PTSD may be real, but my point is that its uses and applications are always social, political, and historical. [Allan Young, The Harmony of Illusions: Inventing Post-traumatic Stress Disorder, Princeton University Press, 1995; Didier Fassin, Empire of Trauma: An Inquiry into the Condition of Victimhood, Princeton University Press, 2009]. It has long been used to erasure political and material conditions for war, death, and mayhem and to focus instead on the individual, personalizing the horrors of political calculations and military machinations and deflecting from the causes and consequences of slaughters and murders. Paul Kagame’s government in Rwanda has made frequent use of trauma as a means to silence an investigation into the realities of the Rwandan genocide, his role in it, and, in particular, the political aftermath that helped bring him to power. [Suchitra Viyayan, “Rwanda and the New York Times,” Africa Is A Country, April 25, 2014].

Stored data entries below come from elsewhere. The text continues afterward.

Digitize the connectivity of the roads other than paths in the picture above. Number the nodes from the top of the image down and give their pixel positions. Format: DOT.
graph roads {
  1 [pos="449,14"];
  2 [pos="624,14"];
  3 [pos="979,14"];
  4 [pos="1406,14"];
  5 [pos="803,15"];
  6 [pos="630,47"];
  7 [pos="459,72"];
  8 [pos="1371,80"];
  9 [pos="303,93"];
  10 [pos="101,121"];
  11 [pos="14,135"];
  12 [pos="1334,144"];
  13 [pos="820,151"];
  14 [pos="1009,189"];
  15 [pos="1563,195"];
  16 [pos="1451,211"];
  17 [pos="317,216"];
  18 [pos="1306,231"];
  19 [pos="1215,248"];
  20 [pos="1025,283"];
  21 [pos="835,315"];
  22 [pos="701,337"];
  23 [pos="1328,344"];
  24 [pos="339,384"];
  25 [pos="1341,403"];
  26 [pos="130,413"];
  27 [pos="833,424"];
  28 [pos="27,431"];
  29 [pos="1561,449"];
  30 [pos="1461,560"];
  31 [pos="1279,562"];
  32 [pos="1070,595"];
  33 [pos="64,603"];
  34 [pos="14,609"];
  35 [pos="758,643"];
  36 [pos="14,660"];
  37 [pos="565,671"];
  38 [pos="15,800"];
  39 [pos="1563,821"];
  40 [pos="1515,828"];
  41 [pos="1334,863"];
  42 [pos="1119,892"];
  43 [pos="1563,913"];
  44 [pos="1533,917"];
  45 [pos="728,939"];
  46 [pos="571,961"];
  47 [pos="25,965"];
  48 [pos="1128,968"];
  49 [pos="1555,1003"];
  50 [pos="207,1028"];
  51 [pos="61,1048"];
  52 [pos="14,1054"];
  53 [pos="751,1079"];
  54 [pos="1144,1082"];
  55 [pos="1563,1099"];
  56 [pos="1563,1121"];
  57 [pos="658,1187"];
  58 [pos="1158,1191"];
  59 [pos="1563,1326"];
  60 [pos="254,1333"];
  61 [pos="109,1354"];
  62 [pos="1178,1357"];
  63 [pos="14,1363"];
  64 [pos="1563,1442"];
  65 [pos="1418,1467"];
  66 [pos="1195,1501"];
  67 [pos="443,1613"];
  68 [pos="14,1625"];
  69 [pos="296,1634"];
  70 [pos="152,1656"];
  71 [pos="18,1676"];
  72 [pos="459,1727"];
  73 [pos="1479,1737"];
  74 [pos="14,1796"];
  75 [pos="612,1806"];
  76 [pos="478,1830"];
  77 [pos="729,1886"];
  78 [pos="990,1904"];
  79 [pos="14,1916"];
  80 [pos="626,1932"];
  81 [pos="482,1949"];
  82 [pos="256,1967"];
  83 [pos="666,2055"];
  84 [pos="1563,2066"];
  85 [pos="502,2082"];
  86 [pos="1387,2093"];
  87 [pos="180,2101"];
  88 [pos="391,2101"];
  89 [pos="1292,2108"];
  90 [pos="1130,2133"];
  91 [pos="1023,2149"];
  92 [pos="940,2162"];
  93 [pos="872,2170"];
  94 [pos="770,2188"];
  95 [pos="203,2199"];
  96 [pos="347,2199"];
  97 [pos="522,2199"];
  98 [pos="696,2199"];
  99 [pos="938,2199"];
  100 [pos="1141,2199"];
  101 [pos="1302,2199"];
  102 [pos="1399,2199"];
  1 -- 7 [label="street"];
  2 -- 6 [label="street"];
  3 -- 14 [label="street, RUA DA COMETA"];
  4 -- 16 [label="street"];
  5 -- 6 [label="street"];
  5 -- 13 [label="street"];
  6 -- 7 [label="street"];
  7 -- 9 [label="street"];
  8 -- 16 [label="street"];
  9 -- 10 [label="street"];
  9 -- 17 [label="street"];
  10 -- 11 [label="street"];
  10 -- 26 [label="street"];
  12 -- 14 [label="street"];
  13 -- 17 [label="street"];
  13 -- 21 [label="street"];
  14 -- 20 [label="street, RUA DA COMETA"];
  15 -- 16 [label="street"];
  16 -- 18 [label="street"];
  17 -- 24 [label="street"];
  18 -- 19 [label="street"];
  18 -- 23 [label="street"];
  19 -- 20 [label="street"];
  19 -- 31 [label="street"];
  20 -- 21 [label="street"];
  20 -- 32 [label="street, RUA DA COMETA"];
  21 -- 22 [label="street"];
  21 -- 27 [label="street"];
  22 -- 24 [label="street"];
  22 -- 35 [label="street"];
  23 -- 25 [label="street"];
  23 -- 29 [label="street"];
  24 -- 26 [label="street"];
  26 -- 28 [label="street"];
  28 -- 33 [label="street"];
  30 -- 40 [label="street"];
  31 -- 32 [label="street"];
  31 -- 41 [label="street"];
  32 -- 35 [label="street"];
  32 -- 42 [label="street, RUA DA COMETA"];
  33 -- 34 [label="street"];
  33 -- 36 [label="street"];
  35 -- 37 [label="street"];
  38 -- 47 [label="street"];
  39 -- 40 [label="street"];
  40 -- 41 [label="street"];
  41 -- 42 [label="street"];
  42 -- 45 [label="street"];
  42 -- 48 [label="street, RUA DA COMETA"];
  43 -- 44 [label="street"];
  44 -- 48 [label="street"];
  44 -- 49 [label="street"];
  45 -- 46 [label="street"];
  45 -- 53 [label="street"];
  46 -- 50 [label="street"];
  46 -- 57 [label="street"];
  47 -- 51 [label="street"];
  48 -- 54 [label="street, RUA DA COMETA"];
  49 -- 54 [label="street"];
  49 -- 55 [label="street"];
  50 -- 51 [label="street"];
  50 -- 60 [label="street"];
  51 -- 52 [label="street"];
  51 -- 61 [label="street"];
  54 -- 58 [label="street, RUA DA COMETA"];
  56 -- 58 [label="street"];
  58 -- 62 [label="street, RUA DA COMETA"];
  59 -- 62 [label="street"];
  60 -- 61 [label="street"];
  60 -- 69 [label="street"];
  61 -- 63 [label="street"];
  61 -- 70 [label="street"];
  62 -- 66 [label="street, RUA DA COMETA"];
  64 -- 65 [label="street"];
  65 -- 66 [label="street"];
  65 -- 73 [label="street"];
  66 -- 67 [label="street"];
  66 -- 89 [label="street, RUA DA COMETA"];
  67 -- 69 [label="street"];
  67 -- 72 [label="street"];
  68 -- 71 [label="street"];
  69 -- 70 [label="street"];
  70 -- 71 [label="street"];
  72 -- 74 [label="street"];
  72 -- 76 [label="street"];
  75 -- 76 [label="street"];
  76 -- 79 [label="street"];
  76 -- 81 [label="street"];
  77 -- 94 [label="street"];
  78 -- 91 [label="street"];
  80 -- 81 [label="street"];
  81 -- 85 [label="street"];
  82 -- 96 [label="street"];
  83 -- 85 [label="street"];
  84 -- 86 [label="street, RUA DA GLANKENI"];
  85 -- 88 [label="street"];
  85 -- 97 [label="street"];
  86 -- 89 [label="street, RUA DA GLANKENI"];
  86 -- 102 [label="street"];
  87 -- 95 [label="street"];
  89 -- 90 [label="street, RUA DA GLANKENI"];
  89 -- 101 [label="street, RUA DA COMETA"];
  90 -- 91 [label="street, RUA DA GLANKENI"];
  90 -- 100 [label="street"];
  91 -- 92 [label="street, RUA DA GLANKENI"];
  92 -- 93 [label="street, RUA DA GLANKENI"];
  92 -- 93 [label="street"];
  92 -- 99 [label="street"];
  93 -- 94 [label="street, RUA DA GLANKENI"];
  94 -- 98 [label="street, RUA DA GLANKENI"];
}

Although many describe these photography projects about post-conflict physical and emotional scars of soldiers as anti-war, they do quite the opposite; they create a sense of the USA wronged and Americans as victims. They feed US determination to avenge our “fallen.” They invert the situation, allowing us to think that the US is the target of violence, the focus of “evil” intentions, while helping us forget that the US is the aggressor, the occupier, and the oppressor.

These projects rely on emotions and a sense of pity for the sufferer to help us wear the garbs of honor, courage, and dignity while we carry out acts of dishonor, cowardice, and inhumanity.